Open Jasmeet107 opened 4 years ago

Jasmeet107 commented 4 years ago

When a pdf has a lot of really small characters in it, reading the PDF can use a huge amount of memory.

in page_layout.rb:

def to_s
      return "" if @runs.empty?

      page = row_count.times.map { |i| " " * col_count }
      @runs.each do |run|
        x_pos = ((run.x - @x_offset) / col_multiplier).round
        y_pos = row_count - (run.y / row_multiplier).round
        if y_pos <= row_count && y_pos >= 0 && x_pos <= col_count && x_pos >= 0
          local_string_insert(page[y_pos-1], run.text, x_pos)
        end
      end
      interesting_rows(page).map(&:rstrip).join("\n")
    end

specifically the second line of this method creates a really large array in some cases

the dimensions of this array are calculated using internal_show_text in page_text_receiver.rb, which is using the average font size of all characters. when there are a lot of characters with tiny font sizes (as pdfs often have, like small symbols etc.), it means the widths and heights of the rows and columns to create this array will be super small, thus resulting in cases of 100k x 100k (or even more) arrays. this is such a big array that it's crashing our application in these cases.

@EugeneNF has also been working on this

yob commented 4 years ago

I can imagine ways that the logic here can result in situations with an unreasonably large array.

100,000 x 100,000 is VERY large, and I'm trying to imagine just how small the characters would need to be for that size to be the result.

Could you try with the version I released in the past 24 hours (2.4.0)?
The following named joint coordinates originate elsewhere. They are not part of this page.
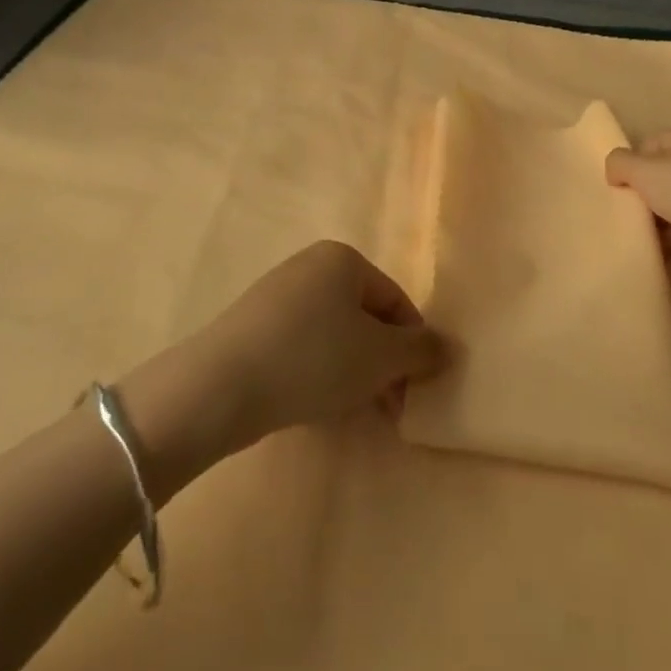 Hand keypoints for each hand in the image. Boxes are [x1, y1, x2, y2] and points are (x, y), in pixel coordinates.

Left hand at [189, 241, 447, 447]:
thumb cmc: (314, 358)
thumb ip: (420, 351)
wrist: (222, 384)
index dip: (412, 346)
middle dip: (382, 362)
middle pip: (364, 316)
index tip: (414, 390)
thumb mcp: (379, 357)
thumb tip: (449, 347)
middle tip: (389, 408)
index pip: (395, 300)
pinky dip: (318, 370)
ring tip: (354, 411)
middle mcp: (311, 265)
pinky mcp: (254, 324)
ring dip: (353, 371)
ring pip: (334, 333)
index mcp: (344, 258)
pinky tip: (315, 402)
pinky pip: (303, 344)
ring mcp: (278, 293)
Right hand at [606, 128, 670, 291]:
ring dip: (655, 216)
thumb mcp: (643, 169)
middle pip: (662, 173)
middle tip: (622, 207)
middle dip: (642, 190)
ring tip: (633, 229)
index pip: (650, 142)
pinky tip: (653, 247)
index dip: (631, 160)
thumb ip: (619, 163)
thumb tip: (613, 170)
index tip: (616, 183) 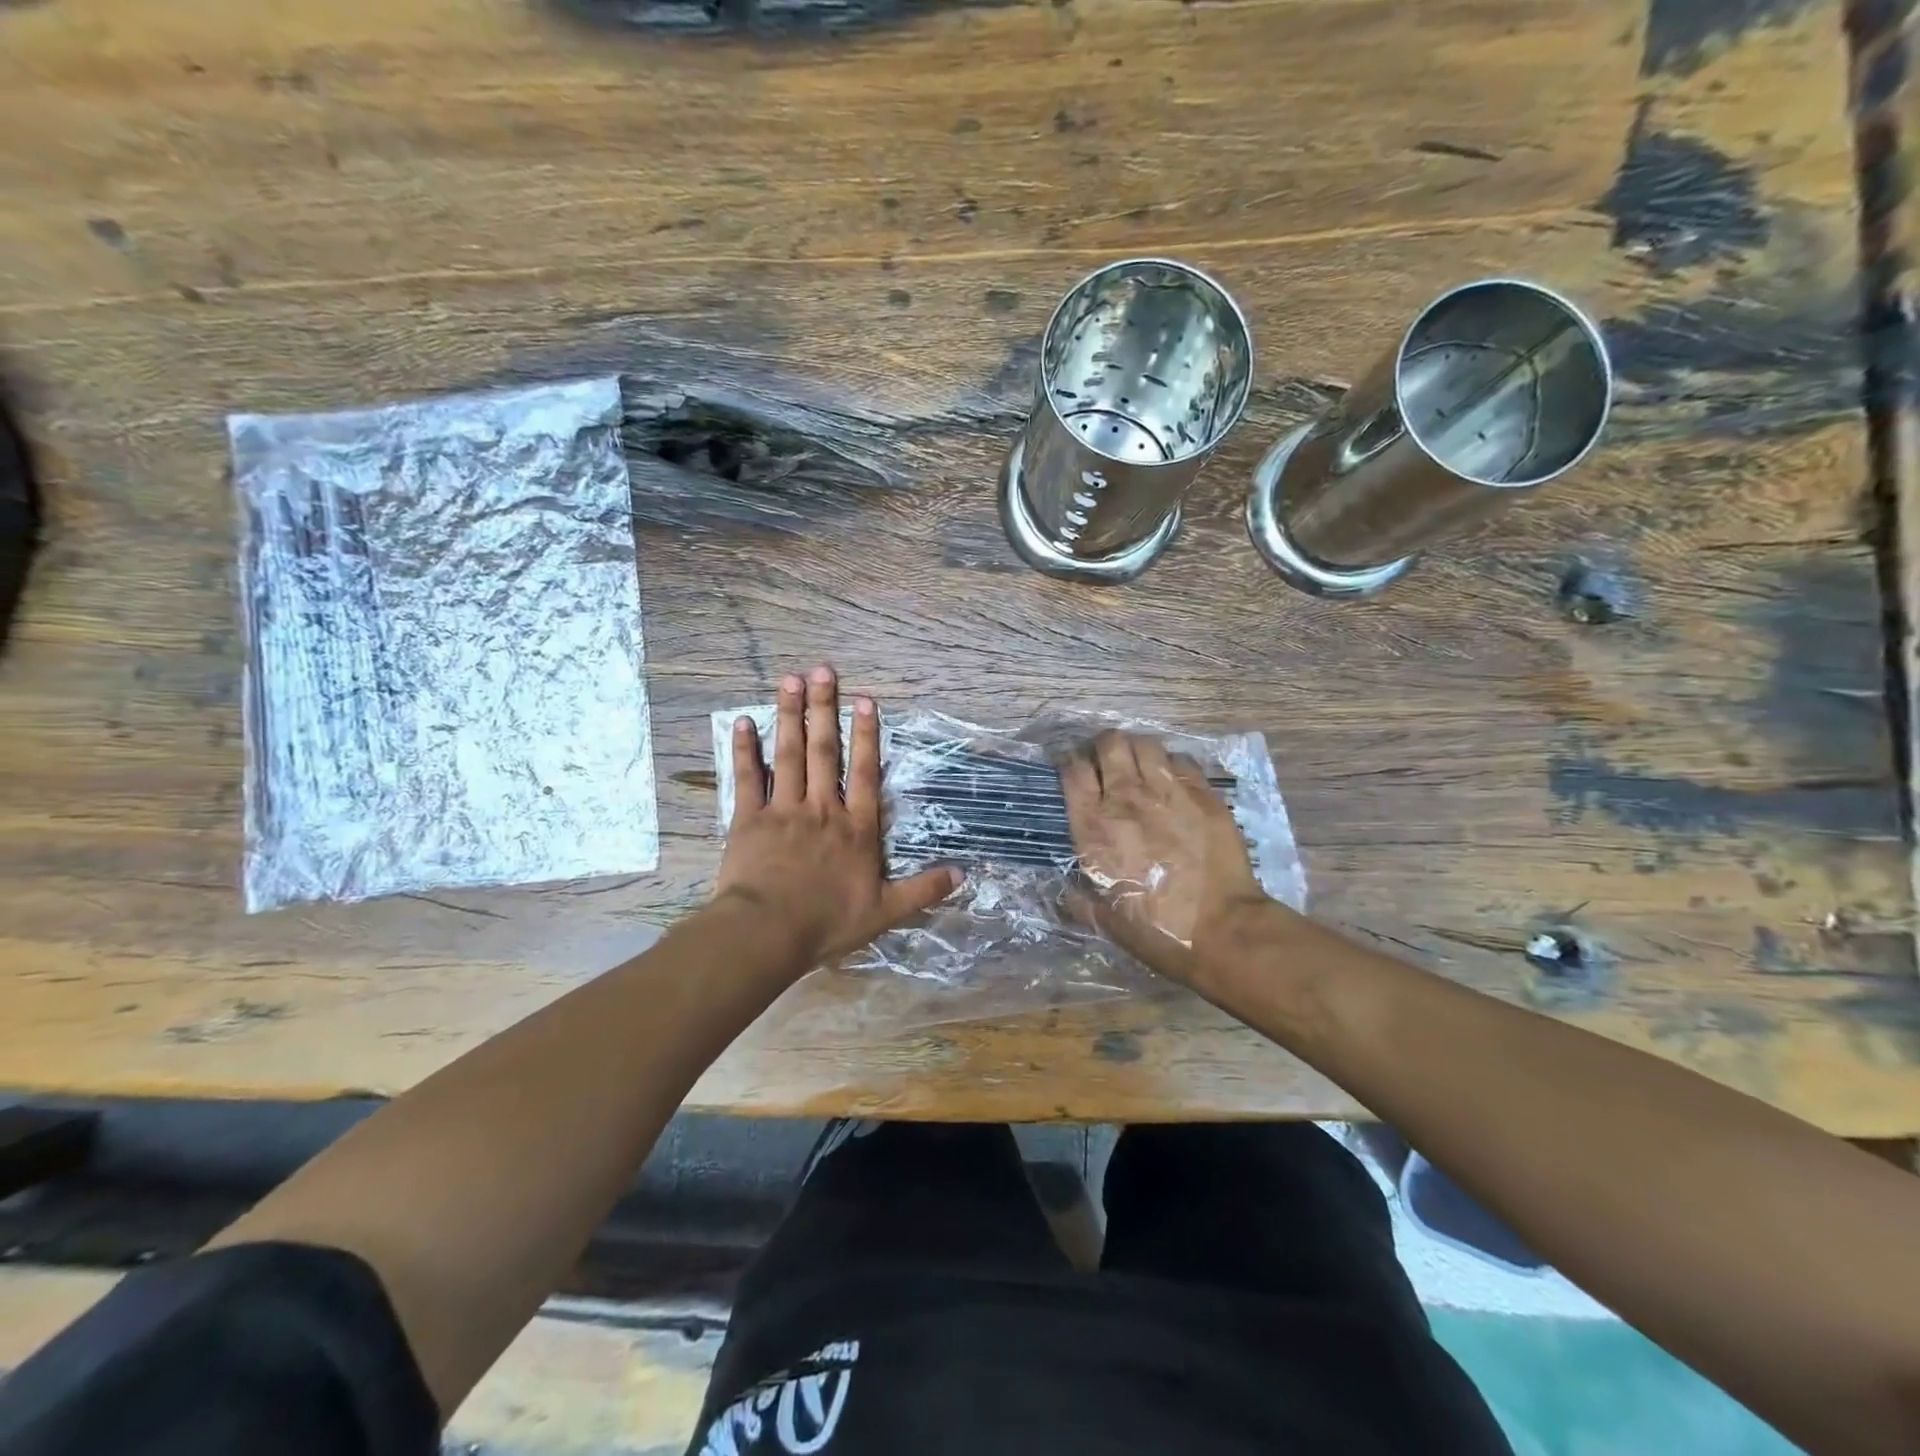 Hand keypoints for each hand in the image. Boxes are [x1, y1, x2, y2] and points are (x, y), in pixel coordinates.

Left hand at [716, 664, 960, 966]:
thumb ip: (924, 889)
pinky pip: (746, 778)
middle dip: (824, 708)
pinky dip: (745, 749)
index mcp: (856, 827)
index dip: (866, 735)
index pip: (865, 772)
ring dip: (790, 715)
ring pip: (788, 754)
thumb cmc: (828, 922)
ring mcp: (784, 810)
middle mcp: (823, 808)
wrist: (768, 932)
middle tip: (822, 671)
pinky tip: (744, 721)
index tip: (864, 700)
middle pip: (824, 750)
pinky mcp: (749, 819)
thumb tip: (964, 874)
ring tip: (790, 680)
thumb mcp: (886, 911)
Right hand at [1059, 730, 1273, 984]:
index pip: (1073, 770)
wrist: (1220, 930)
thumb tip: (1068, 889)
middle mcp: (1126, 798)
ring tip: (1140, 766)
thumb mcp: (1103, 919)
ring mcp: (1167, 791)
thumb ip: (1078, 898)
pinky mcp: (1203, 793)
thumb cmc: (1156, 930)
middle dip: (1103, 747)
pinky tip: (1173, 780)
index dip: (1069, 762)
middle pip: (1109, 743)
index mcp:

It fixes the character width calculation for some non-embedded fonts and there's a chance it will improve your situation.

On Fri, 22 Nov. 2019, 04:59 Jasmeet Arora, notifications@github.com wrote:

When a pdf has a lot of really small characters in it, reading the PDF can use a huge amount of memory.

in page_layout.rb:

  return "" if @runs.empty?

  page = row_count.times.map { |i| " " * col_count }
  @runs.each do |run|
    x_pos = ((run.x - @x_offset) / col_multiplier).round
    y_pos = row_count - (run.y / row_multiplier).round
    if y_pos <= row_count && y_pos >= 0 && x_pos <= col_count && x_pos >= 0
      local_string_insert(page[y_pos-1], run.text, x_pos)
    end
  end
  interesting_rows(page).map(&:rstrip).join("\n")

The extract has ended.